State how many lines of the entries include the string "grid", please, leaving out everything but the number.

━━━━━━━━━━━━━━━━━━━━━━━━━━━━━━

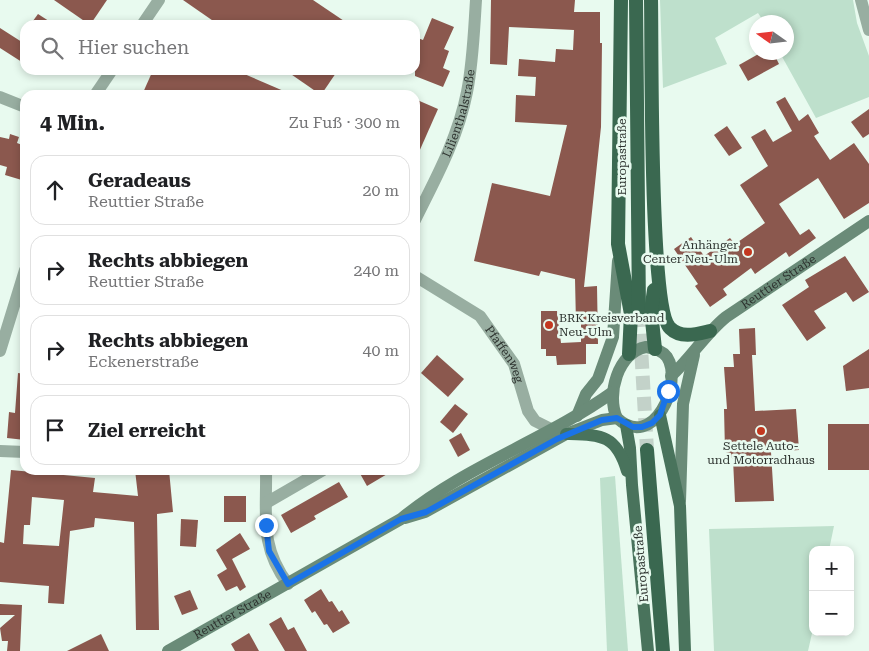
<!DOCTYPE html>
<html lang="de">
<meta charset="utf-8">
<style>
body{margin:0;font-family:"Roboto Serif",serif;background:#f6f6f6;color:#202124}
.controls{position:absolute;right:15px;bottom:15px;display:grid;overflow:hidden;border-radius:10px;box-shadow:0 2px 8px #0003}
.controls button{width:45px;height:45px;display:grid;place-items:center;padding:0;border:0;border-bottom:1px solid #e0e0e0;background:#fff;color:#202124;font:25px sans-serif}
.compass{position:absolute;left:749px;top:15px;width:45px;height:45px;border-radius:50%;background:#fff;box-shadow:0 2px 8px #0003;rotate:284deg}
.stop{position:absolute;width:15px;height:15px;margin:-11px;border:4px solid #1a73e8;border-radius:50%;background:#fff}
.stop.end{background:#1a73e8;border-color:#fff;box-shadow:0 1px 5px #0008}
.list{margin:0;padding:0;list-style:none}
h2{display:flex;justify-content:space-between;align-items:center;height:65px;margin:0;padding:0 20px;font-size:21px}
h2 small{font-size:16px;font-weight:400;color:#757577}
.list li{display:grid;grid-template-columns:32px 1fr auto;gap:15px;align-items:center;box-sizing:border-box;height:70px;margin:0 10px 10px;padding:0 10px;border:1px solid #e0e0e0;border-radius:15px}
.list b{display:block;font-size:19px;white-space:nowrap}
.list p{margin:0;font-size:16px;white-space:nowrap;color:#757577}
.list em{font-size:16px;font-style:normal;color:#757577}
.icon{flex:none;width:28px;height:28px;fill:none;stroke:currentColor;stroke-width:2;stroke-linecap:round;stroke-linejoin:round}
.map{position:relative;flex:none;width:869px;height:651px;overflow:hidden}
.search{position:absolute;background:#fff;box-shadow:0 2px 8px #0003;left:20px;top:20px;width:400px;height:55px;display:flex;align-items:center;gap:12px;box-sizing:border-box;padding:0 18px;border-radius:15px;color:#757577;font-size:19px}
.panel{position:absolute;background:#fff;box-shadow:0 2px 8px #0003;left:20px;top:90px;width:400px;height:385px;border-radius:15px}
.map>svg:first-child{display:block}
.green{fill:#bee0cc}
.building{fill:#8b584e;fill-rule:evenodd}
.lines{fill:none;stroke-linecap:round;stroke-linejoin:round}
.trunk-tunnel{stroke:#c3d2c9;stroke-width:14;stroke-dasharray:14 7;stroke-linecap:butt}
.minor{stroke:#98aea1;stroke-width:12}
.secondary{stroke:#6a8b78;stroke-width:12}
.primary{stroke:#49735c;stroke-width:12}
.trunk{stroke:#3a6850;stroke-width:14}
.route{stroke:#1a73e8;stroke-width:6}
.poi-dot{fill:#c33820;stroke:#e8faef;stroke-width:2}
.labels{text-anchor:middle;stroke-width:5;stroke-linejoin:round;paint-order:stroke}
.street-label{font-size:12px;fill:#2e3430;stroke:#e8faef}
.poi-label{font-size:12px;fill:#2e3430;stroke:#e8faef;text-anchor:end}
</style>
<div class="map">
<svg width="869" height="651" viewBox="0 0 869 651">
<rect width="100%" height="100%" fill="#e8faef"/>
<g class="green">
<polygon points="660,0 853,0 857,23 869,56 869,97 816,118 780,53 786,52 786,22 764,22 758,13 715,38 727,64 663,88"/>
<polygon points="615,476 628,651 607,651 600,478"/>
<polygon points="834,526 829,550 813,550 813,629 808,651 714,651 709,529"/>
</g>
<g class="building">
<polygon points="54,0 107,0 90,25"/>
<polygon points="183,0 313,0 350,25 219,25"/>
<polygon points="491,0 575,0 574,12 600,12 600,43 602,43 601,127 584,287 597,286 598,344 586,344 586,364 557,365 556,356 546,356 546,349 541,349 541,311 557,311 561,343 581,342 581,323 576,324 575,279 541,271 539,276 474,261 492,183 550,196 567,125 515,122 516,95 535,96 536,77 518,76 519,59 555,62 556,49 573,50 574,30 509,27 507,65 490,64"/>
<polygon points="38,14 55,25 30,25"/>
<polygon points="432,18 454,27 444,49 449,51 443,68 450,71 443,87 415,76 415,37 423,40"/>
<polygon points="0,28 25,44 25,64 0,48"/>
<polygon points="762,52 773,52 779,64 748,81 739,65"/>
<polygon points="153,70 235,70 293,95 142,95"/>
<polygon points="285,70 338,70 321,95"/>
<polygon points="785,97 799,121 808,114 819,133 814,136 830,160 854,143 869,164 869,203 844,219 818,178 779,204 800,235 809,229 816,238 789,257 786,252 755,274 751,268 723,289 727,295 710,307 695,286 698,284 674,249 691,237 704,256 730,238 735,244 765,223 740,185 768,166 751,137 765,129 773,142 792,131 776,102"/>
<polygon points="415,99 438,109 415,161"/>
<polygon points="869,109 869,134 863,138 851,122"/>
<polygon points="727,126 742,148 729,156 714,135"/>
<polygon points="10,134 19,137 17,143 25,146 25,181 5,175 7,167 0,165 0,137 9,139"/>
<polygon points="845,256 869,292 853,302 846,292 814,311 826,328 807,341 782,305 809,287 805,280"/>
<polygon points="755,328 756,355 752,355 755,411 796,409 799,450 771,452 774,501 735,502 733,459 725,451 724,409 727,409 724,367 734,367 733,354 740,354 739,329"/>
<polygon points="869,349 869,388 846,391 843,366"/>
<polygon points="437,355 464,379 448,397 421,373"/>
<polygon points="18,373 25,374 25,440 7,438 9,412 15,413"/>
<polygon points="455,404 468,414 453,433 440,422"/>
<rect x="828" y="424" width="41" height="46"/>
<polygon points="461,433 470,450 458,457 449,440"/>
<path d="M11,470L95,478L93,492L138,496L135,470H169L173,512L157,514L159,630H136L134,522L95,518L94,527L70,531L64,604L48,603L49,586L0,582V542L4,543ZM32,497L64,500L59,546L23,544L24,525H30Z"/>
<polygon points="358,470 394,470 367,486"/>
<polygon points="339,482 348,497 314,516 316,519 291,533 281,515"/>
<rect x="224" y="496" width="22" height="26"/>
<polygon points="181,519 198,520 196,547 180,546"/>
<polygon points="240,533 250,549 232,559 246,587 240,591 237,586 226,591 217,575 227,569 216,550"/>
<polygon points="321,589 329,602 332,601 339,612 342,610 350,623 333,633 327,624 324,625 315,611 312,613 304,600"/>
<polygon points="190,590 198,609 182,615 174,596"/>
<polygon points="0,604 22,605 20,651 7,651 8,641 2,641 0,628 15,615 0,615"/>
<polygon points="281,617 288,630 294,627 307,651 285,651 269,624"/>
<polygon points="249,633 259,651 235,651 231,644"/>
<polygon points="101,634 109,651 67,651"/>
</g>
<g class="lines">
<polyline class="trunk-tunnel" points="639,313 647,450"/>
<g class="minor">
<polyline points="861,0 869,30"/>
<polyline points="142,25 159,0"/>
<polyline points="95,95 112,70"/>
<polyline points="0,97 25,107"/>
<path id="s1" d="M415,220C436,178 458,138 467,92C473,62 474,30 476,0"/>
<path id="s2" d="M415,276L480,316L514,364L528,411L535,421L551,429"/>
<polyline points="0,351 25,270"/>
<polyline points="0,451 25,452"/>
<path d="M266,470C267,515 259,546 288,584"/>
<polyline points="266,503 323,470"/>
</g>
<g class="secondary">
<path d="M646,347C653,348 662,350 667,357C684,383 653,452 617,418C606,395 618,352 646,347Z"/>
<path id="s3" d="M671,376C691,358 705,334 726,317L869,221"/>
<polyline points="577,416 586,394 598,379 613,337 618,261"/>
<polyline points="680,501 683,404 694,355"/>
<polyline points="405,518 425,512 566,434 602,420 617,418"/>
<path id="s4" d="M168,651L401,519C465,466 546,440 613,392"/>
</g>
<g class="primary">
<polyline points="660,415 680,506 685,651"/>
<polyline points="626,425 630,448 632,485 648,651"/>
<path d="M566,434C601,435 616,434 627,471"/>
</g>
<g class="trunk">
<polyline points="621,0 618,244 631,314 629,354"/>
<polyline points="636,0 639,313"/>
<path d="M651,0C652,45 649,308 670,328C681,339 697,334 710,331"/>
<polyline points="654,290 651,311 655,349"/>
<polyline points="647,450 663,651"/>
</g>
</g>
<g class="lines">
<polyline class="route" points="266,525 269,551 288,584 401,519 426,512 557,439 602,420 617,418 633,427 642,427 652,423 660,415 668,391"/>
</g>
<g class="poi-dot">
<circle cx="748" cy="252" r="5"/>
<circle cx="549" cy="325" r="5"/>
<circle cx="761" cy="431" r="5"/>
</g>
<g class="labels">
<g class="street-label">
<text dy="4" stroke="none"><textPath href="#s1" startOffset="116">Lilienthalstraße</textPath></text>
<text transform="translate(622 157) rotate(-90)" y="4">Europastraße</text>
<text dy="4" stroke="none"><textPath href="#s3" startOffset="144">Reuttier Straße</textPath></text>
<text dy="4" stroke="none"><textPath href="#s2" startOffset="122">Pfaffenweg</textPath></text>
<text transform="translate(641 564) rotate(-95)" y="4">Europastraße</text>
<text dy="4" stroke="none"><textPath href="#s4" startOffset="74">Reuttier Straße</textPath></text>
</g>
<g class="poi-label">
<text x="738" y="249">Anhänger<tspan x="738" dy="14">Center Neu-Ulm</tspan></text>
<text x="559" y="322" text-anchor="start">BRK Kreisverband<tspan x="559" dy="14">Neu-Ulm</tspan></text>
<text x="761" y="450" text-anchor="middle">Settele Auto-<tspan x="761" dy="14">und Motorradhaus</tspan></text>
</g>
</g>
</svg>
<div class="controls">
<button>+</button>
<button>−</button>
</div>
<svg class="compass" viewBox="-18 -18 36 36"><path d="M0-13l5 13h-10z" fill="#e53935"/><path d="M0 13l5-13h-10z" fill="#757577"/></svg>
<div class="stop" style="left:668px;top:391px"></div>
<div class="stop end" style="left:266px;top:525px"></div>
<div class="search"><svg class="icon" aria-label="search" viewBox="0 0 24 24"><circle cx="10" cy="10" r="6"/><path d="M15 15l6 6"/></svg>Hier suchen</div>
<section class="panel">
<h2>4 Min.<small>Zu Fuß · 300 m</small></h2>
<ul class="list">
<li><svg class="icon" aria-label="ahead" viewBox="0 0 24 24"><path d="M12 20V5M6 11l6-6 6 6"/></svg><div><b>Geradeaus</b><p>Reuttier Straße</p></div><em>20 m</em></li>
<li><svg class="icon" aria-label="right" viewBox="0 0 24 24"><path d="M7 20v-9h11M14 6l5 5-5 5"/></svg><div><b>Rechts abbiegen</b><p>Reuttier Straße</p></div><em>240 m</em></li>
<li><svg class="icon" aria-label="right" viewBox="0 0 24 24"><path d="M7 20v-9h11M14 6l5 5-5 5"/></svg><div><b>Rechts abbiegen</b><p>Eckenerstraße</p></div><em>40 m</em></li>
<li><svg class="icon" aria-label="arrive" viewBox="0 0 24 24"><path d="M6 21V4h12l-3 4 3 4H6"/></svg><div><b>Ziel erreicht</b></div></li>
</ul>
</section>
</div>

━━━━━━━━━━━━━━━━━━━━━━━━━━━━━━

**Exercise answer:** 3